Capital is extremely impatient. Bubbles don't burst because the technology failed to deliver — they burst because the commercial ROI doesn't pencil out.
The 2000 dot-com bubble is the perfect control group.
Back then, all you needed was a domain name and a traffic story to score a nine-figure valuation. The world laid fiber-optic cable and built server farms like crazy to back those stories. The result? E-commerce and ad-monetization paths weren't mature yet, burn rates were astronomical, the bubble imploded, and 90% of vaporware companies went to zero.
Today's AI is history rhyming:
All you need is GPU compute and a benchmark leaderboard to rake in massive funding. Hyperscalers are spending hundreds of billions per year on foundational model capex, but real revenue at the application layer in B2C/B2B doesn't even cover electricity and depreciation costs.
So whether or not a new architecture saves the day, the moment capital realizes the "god-making movement" can't form a commercial closed loop in the short term, the great reshuffle is inevitable.
What Happens After the AI Bubble Bursts?
This round's AI bubble will wash out speculators without moats — and hand engineers who actually understand production deployment and business re-architecture an enormous asymmetric-opportunity runway.
Drawing the historical parallel with the post-dot-com era, I project three major evolutions:
1. "Avalanche-Style Deflation" in Compute and Token Prices
After the dot-com bust, the glut of "dark fiber" caused network bandwidth costs to crash by over 90%. This dirt-cheap bandwidth became the literal soil in which Web 2.0 (YouTube, Netflix, social platforms) exploded.
Same logic: when the AI bubble squeezes valuation down, the previously frenzied buildout of data centers and GPU capacity will be massively over-supplied. The result: the inference cost of foundation models (i.e., token prices) will collapse toward zero. Expensive compute stops being a barrier, and genuinely creative developers can run unlimited long-context, deeply nested multi-agent workflows without flinching at the bill.
2. From "Foundation-Model Centralism" to "Full-Stack Execution Frameworkism"
During the bubble phase, everyone's racing to see whose parameters are biggest, whose model is the "all-knowing brain." But a brain, however brilliant, produces no real-world output without hands and feet.
After the bubble bursts, the industry will sober up from "AGI is coming any day now" and pivot hard. The center of gravity will shift decisively to the upper-layer agentic workflow and execution layer.
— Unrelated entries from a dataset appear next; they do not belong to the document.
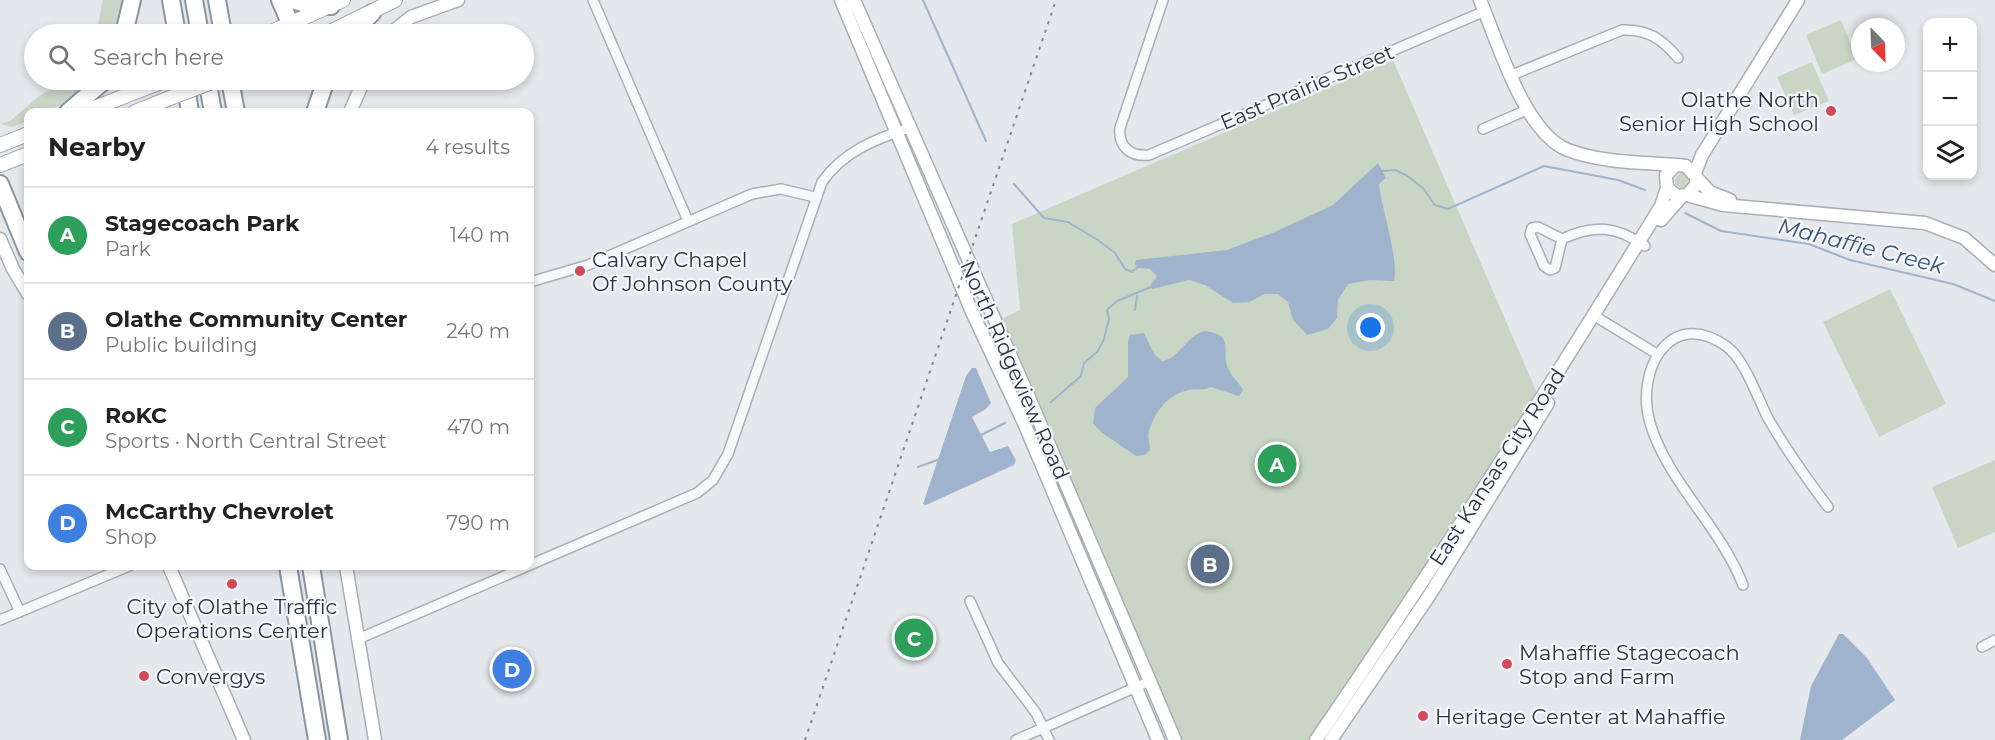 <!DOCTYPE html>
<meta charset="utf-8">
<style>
:root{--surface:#fff;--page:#f2f2f2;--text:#222;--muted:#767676;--line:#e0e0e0;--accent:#ea580c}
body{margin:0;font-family:Montserrat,sans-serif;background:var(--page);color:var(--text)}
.controls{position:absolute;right:18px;top:18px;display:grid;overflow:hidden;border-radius:12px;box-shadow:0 3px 9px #0003}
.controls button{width:54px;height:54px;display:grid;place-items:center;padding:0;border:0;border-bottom:2px solid var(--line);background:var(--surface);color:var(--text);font:30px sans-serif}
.compass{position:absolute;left:1851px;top:18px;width:54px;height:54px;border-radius:50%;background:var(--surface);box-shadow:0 3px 9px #0003;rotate:157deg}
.you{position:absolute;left:1371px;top:328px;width:21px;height:21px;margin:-15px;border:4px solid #fff;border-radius:50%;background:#1a73e8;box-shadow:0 0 0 9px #1a73e833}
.badge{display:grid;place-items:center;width:39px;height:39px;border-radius:50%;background:var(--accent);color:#fff;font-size:20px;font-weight:700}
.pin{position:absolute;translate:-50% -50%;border:3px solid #fff;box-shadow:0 2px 6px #0006}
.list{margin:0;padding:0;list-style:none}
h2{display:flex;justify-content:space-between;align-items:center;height:78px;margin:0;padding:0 24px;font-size:26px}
h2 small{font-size:20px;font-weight:400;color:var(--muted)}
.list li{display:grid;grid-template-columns:39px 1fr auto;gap:18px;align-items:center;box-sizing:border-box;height:96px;padding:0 24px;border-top:2px solid var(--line)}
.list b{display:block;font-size:22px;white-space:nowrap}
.list p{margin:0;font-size:20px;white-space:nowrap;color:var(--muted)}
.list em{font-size:20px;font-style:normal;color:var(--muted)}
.icon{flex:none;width:33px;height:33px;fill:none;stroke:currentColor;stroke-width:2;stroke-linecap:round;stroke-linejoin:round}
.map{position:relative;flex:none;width:1995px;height:740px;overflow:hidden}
.search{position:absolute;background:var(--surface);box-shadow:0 3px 9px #0003;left:24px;top:24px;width:510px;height:66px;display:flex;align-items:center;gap:15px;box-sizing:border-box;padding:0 21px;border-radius:33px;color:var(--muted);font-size:22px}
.panel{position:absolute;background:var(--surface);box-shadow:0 3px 9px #0003;left:24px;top:108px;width:510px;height:462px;border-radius:12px}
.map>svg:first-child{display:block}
</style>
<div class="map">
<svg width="1995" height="740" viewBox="0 0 1995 740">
<rect width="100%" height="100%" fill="#e4e7ec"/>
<!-- green -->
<path fill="#c9d6c5" d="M 103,0 L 126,0 L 119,34 L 96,34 Z
M 1841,20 L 1857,59 L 1822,74 L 1806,35 Z
M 1393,60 L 1537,393 L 1449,535 L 1393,615 L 1385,634 L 1312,740 L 1180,740 L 998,321 L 1020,310 L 1012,224 Z
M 1812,62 L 1829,101 L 1794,115 L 1777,77 Z
M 68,80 L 100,80 C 79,97 57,112 28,112 L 28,121 L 12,127 L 1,124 L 10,121 L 39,96 Z
M1675 181a8 8 0 1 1 16 0a8 8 0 1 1-16 0Z
M 1890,289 L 1946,404 L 1879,437 L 1823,322 Z
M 1995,460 L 1995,532 L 1958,548 L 1932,487 Z"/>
<!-- water -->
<path fill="#9fb4cc" d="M 1378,163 L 1386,178 L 1379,184 C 1382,210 1399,259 1394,281 L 1370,280 L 1348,284 L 1338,300 L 1337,318 L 1328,329 L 1307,335 L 1293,320 L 1288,302 L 1278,294 L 1265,294 L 1249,302 L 1233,303 L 1205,285 L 1189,280 L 1152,289 L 1151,284 L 1157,276 L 1150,269 L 1139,268 L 1135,265 L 1136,260 L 1227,250 L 1277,231 L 1333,205 Z
M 1204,331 C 1237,334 1220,353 1229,370 C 1232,377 1239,382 1243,390 L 1239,396 L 1211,387 C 1203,391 1197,388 1189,390 C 1168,394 1154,412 1149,432 C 1147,437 1150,444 1150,450 L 1145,455 L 1136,456 L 1101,432 L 1093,423 L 1095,408 L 1128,377 L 1128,342 L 1130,335 L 1144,333 L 1154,354 L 1162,361 C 1179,359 1186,336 1204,331 Z
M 972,368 L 976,368 L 991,403 L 986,409 L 972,417 L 990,452 L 1008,446 L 1016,460 L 1014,465 L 926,505 L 923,504 L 966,376 Z
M 1839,634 L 1843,634 L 1867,658 L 1895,700 L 1842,740 L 1800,740 L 1811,686 Z"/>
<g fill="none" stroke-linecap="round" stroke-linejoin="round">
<!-- stream -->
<path stroke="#9fb4cc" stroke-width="2" d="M 923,0 L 986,141
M 1382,171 L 1395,170 L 1406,175 L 1423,188 L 1435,205 L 1448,209 L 1544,166 L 1618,180 L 1645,190
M 1014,184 L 1044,218 L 1068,222 L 1098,240 L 1115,253 L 1125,269 L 1132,272 L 1139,266
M 1685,213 L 1721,231 L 1809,244 L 1850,260 L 1953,284 L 1995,301
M 1135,310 L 1137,296
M 1051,402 L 1081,376 L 1084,363 L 1098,351 L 1104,339 L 1109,319 L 1107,310 L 1117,301 L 1153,286
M 981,435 L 1005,423
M 918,467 L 940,459"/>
<!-- street casing -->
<g stroke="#a9aeb7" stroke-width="12">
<path id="street" d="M 593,0 L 688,221
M 1163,0 L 1120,128 C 1118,147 1131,157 1149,155 L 1485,11
M 1512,75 L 1622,30 C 1648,29 1662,39 1678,58
M 1483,129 L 1527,110
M 1562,239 L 1555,268 L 1550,270 L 1544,266 L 1530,234 L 1532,228 L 1538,227 L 1562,239 C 1594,224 1617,226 1645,246
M 530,282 L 588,265 L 752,194 L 781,189 L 815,197
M 1593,315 L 1657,354
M 0,569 L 20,612
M 1743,585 C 1720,526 1667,481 1650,423 C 1635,372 1669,306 1726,346 C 1745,359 1758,400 1769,420 C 1787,451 1807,479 1828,507
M 970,601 L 998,663 L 1036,713 L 1049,740
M 0,620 L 129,566
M 358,639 L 697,493 L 713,480 L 728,454 L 822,182 C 843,152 875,139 909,128
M 1982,647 L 1995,640
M 1016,740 L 1150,681"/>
</g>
<!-- secondary casing -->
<g stroke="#a9aeb7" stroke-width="15">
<path id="secondary" d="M 841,0 L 972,312 L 1024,423 L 1158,740
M 854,0 L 1028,395 L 1175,740
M 1480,0 C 1498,42 1524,133 1568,150 C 1605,164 1648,162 1686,166 L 1696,177 L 1696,185 L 1687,195 L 1677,196 L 1667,188 L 1666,175 L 1674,167
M 390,34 L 411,17 L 458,0
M 350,112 L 364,80
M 1695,173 L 1702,155 L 1798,0
M 1696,177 L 1710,192 L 1730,200
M 1687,195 L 1723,205 L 1925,223 L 1964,238 L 1995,265
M 1661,220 L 1682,196
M 0,239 L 13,269 L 28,294
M 169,566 L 244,740
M 346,566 L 375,740
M 1316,740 C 1436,565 1550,387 1661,206 L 1667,188
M 1331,740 L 1429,596 L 1548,403"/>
</g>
<!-- primary casing -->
<g stroke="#a3abb8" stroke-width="16">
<path id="primary" d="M 267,34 L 343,0
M 326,34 L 395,0
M 84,112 L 166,80
M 135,112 L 170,98
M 0,145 L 28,134
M 0,165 L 28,154"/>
</g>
<!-- highway casing -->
<g stroke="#8b94a3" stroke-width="20">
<path id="highway" d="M 171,0 L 177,34
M 194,0 L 200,34
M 217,0 L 223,34
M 280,0 L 291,25 L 301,34
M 293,0 L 309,5 L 331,6
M 124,34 L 132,0
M 351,34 L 372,13
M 185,80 L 190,112
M 207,80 L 213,112
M 230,80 L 236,112
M 68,112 L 105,80
M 315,112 L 326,80
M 0,184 L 28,252
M 288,566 L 317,740
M 311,566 L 339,740"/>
</g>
<!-- street -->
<use href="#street" stroke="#f7f8fa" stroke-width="9"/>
<!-- secondary -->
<use href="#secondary" stroke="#fff" stroke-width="12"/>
<!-- primary -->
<use href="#primary" stroke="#fff" stroke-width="14"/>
<!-- highway -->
<use href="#highway" stroke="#fff" stroke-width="16"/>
<!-- rail -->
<path stroke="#7d8696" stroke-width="2" stroke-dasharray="3 6" stroke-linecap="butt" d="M 805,740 L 1056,0"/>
<!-- primary-bridge casing -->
<g stroke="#a3abb8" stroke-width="16" stroke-linecap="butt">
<path id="primary-bridge" d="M 170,98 L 217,80"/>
</g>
<!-- primary-bridge -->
<use href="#primary-bridge" stroke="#fff" stroke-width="14"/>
</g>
<!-- markers -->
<g fill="#d1495b" stroke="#f4f6f9" stroke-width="2">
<circle cx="1831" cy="111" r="6"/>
<circle cx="580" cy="271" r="6"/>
<circle cx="232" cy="584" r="6"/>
<circle cx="1507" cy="664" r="6"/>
<circle cx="144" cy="676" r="6"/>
<circle cx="1423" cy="716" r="6"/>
</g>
<g text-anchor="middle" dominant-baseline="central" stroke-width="4.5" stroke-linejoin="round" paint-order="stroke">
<!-- street labels -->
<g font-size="21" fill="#2b3445" stroke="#f4f6f9">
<text transform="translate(1307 87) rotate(-23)">East Prairie Street</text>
<text transform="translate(1015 370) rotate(66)">North Ridgeview Road</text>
<text transform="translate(1497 467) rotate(-57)">East Kansas City Road</text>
</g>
<!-- poi labels -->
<g font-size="21" fill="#2b3445" stroke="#f4f6f9" text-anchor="start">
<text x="1819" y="99" text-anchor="end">Olathe North<tspan x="1819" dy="24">Senior High School</tspan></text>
<text x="592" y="259">Calvary Chapel<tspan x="592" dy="24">Of Johnson County</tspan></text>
<text x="232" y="606" text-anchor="middle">City of Olathe Traffic<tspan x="232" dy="24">Operations Center</tspan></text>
<text x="1519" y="652">Mahaffie Stagecoach<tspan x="1519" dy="24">Stop and Farm</tspan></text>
<text x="156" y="676">Convergys</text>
<text x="1435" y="716">Heritage Center at Mahaffie</text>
</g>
<!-- water labels -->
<g font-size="22" font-style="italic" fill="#34527a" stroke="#f4f6f9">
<text transform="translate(1861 246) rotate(14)">Mahaffie Creek</text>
</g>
</g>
</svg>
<div class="controls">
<button>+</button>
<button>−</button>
<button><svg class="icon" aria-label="layers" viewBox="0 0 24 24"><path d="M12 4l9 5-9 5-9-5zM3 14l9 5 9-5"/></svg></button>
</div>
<svg class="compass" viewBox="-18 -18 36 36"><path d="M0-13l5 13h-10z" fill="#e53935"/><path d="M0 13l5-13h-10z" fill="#767676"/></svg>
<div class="you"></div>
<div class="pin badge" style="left:1277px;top:464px;background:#2e9e5b">A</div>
<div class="pin badge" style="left:1210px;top:564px;background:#5c6f8a">B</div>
<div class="pin badge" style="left:914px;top:638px;background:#2e9e5b">C</div>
<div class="pin badge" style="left:512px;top:669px;background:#3f7fe0">D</div>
<div class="search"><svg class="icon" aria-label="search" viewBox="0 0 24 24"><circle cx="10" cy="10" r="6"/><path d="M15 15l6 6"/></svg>Search here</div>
<section class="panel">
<h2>Nearby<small>4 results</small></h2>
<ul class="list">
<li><span class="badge" style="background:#2e9e5b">A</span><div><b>Stagecoach Park</b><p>Park</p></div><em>140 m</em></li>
<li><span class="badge" style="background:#5c6f8a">B</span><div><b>Olathe Community Center</b><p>Public building</p></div><em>240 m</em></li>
<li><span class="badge" style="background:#2e9e5b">C</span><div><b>RoKC</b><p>Sports · North Central Street</p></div><em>470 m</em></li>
<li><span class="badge" style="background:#3f7fe0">D</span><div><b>McCarthy Chevrolet</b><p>Shop</p></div><em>790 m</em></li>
</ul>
</section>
</div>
Since monolithic models have flaws and hallucinate, stop expecting them to be omniscient. We take already-commoditized foundation models, stitch them together with external APIs, databases, and automation scripts. We use engineering rigor to compensate for the model's intelligence gaps — hands, feet, and steady, bug-free execution that replaces humans on long, complex work chains. The one-person companies or small teams that close this loop are the ones that survive.
3. The Silent "Deep-Water Digital Transformation" (DX)
When the internet was at peak hype, everyone thought it would disrupt everything — then the bubble burst. But by 2010, from ride-hailing to food delivery to banking, no one was spouting "internet thinking" anymore — yet no industry could function without it.
Same story for AI. Once the fireworks fade, AI will degrade into mundane, ubiquitous infrastructure on par with electricity or databases. It will silently weave itself into your company's legacy codebases, into quant-trading strategy routers, into self-media content pipelines. Nobody will talk about it every day, but the operational logic of every industry will be thoroughly restructured.
Closing Thoughts
History doesn't repeat, but it does rhyme.
While everyone is panicking and partying over sub-percent-point improvements on foundation-model leaderboards, the bubble is quietly topping out. True AGI may still be far away — and that doesn't matter at all.
For ordinary people like us, we don't need to build rockets. Use this cycle to take the existing — even slightly broken — AI tools and grind through the muddy "last mile," building your own automation moat. When compute turns into dirt-cheap cabbage, the people with system-level building capability will be the real winners of the next era.